=== Data for this exercise ===

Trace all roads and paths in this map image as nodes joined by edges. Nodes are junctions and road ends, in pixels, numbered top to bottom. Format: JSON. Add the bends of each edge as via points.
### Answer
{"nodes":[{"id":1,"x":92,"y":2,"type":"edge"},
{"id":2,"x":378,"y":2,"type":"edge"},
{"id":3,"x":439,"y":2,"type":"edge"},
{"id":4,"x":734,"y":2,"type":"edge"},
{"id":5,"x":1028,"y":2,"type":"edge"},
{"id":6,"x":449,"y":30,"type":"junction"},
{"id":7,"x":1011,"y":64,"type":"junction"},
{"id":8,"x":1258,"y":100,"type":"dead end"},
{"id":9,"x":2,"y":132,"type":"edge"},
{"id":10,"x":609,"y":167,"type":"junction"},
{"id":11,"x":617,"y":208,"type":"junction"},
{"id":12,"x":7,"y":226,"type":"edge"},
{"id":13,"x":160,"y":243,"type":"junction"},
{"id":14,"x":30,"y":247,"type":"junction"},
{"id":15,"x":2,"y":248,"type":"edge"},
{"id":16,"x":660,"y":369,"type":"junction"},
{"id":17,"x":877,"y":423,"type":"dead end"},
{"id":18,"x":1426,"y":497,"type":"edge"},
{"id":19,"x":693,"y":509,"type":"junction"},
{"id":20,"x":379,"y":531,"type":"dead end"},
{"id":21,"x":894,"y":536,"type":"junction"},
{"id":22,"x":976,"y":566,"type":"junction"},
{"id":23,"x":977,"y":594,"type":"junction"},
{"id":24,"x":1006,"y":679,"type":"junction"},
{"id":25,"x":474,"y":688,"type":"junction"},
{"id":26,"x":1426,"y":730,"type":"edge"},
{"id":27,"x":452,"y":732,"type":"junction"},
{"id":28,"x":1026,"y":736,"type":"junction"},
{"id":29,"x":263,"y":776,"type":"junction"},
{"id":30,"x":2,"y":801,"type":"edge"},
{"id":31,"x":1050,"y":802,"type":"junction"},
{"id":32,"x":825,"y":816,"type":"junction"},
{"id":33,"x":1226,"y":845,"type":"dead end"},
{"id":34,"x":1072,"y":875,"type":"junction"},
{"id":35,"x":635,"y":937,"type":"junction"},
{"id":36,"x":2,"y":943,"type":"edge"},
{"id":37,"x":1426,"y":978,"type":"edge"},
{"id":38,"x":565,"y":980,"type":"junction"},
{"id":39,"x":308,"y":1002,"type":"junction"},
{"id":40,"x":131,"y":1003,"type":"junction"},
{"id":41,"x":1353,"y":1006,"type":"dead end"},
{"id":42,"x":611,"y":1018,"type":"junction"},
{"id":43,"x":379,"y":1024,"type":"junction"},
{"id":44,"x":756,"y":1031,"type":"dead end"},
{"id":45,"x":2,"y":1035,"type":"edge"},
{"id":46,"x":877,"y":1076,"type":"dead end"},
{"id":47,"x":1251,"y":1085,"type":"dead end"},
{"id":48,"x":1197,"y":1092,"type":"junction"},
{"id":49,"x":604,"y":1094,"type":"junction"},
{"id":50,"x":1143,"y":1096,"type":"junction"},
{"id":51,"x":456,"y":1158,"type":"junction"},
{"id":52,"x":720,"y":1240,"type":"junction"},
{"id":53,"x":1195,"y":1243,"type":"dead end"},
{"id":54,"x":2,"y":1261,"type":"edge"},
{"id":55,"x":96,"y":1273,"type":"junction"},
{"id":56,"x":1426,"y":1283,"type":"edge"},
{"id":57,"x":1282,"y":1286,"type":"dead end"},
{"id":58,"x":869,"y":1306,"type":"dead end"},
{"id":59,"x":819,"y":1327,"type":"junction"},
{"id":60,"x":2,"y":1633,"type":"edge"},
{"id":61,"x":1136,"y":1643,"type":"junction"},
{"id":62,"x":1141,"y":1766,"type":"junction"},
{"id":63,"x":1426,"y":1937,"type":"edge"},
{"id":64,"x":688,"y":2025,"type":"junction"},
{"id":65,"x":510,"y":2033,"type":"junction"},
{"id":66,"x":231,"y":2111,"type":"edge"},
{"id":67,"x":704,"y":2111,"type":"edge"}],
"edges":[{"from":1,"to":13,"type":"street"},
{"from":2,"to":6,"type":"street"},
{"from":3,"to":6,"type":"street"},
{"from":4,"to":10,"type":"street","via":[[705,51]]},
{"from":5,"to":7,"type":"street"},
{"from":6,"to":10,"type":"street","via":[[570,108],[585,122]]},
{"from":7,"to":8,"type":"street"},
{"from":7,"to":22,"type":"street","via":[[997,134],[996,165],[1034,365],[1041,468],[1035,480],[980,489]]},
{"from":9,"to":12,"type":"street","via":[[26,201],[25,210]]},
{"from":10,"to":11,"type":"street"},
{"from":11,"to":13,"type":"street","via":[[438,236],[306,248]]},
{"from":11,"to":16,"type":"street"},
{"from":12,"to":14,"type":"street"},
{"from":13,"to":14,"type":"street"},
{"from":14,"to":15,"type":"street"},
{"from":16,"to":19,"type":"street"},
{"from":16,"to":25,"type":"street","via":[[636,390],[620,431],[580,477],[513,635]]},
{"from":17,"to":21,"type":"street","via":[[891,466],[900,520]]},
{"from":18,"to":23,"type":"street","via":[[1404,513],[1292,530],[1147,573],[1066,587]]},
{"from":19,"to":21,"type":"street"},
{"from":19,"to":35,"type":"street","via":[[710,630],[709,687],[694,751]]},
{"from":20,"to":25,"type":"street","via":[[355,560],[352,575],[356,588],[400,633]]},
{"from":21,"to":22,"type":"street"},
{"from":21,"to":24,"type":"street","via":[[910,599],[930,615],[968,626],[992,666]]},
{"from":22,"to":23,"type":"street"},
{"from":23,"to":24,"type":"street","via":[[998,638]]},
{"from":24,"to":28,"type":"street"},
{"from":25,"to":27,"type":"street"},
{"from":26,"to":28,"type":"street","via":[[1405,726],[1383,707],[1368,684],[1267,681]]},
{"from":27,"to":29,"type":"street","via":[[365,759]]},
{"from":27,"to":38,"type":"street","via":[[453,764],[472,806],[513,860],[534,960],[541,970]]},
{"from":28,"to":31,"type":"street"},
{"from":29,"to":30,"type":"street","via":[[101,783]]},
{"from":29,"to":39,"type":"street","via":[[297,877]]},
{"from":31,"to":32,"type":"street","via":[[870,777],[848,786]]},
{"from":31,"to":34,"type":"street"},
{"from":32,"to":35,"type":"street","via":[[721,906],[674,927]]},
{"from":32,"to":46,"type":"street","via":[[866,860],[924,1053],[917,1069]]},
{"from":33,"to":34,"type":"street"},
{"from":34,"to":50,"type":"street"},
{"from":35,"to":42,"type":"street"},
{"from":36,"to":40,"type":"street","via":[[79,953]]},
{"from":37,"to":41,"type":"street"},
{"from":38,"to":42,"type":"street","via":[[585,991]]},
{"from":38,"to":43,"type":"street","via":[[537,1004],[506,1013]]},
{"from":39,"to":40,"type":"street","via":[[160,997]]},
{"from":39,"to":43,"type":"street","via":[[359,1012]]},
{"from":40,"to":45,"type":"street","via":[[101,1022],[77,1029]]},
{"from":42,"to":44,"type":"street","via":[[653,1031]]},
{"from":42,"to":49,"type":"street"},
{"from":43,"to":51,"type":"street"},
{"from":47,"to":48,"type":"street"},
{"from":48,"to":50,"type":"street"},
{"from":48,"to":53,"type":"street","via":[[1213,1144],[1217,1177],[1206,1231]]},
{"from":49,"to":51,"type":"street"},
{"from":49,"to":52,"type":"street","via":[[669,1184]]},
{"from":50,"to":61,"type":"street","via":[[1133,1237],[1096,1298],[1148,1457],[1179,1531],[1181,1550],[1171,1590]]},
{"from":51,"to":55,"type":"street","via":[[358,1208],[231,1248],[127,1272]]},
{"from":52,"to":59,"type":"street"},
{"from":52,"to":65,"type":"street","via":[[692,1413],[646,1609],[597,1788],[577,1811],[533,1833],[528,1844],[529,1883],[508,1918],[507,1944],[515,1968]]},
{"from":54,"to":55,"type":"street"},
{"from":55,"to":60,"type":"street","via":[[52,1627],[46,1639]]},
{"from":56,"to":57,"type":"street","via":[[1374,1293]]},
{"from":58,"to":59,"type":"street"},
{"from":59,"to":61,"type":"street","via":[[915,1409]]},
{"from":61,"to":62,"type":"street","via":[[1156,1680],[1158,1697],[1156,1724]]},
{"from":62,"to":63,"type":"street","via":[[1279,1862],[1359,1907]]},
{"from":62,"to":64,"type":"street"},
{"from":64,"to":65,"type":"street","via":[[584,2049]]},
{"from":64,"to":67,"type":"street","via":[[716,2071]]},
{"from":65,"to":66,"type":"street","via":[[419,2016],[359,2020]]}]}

===

**Exercise brief:** The lines to copy are those above that contain "dead".

**Exercise output:**
{"id":8,"x":1258,"y":100,"type":"dead end"},
{"id":17,"x":877,"y":423,"type":"dead end"},
{"id":20,"x":379,"y":531,"type":"dead end"},
{"id":33,"x":1226,"y":845,"type":"dead end"},
{"id":41,"x":1353,"y":1006,"type":"dead end"},
{"id":44,"x":756,"y":1031,"type":"dead end"},
{"id":46,"x":877,"y":1076,"type":"dead end"},
{"id":47,"x":1251,"y":1085,"type":"dead end"},
{"id":53,"x":1195,"y":1243,"type":"dead end"},
{"id":57,"x":1282,"y":1286,"type":"dead end"},
{"id":58,"x":869,"y":1306,"type":"dead end"},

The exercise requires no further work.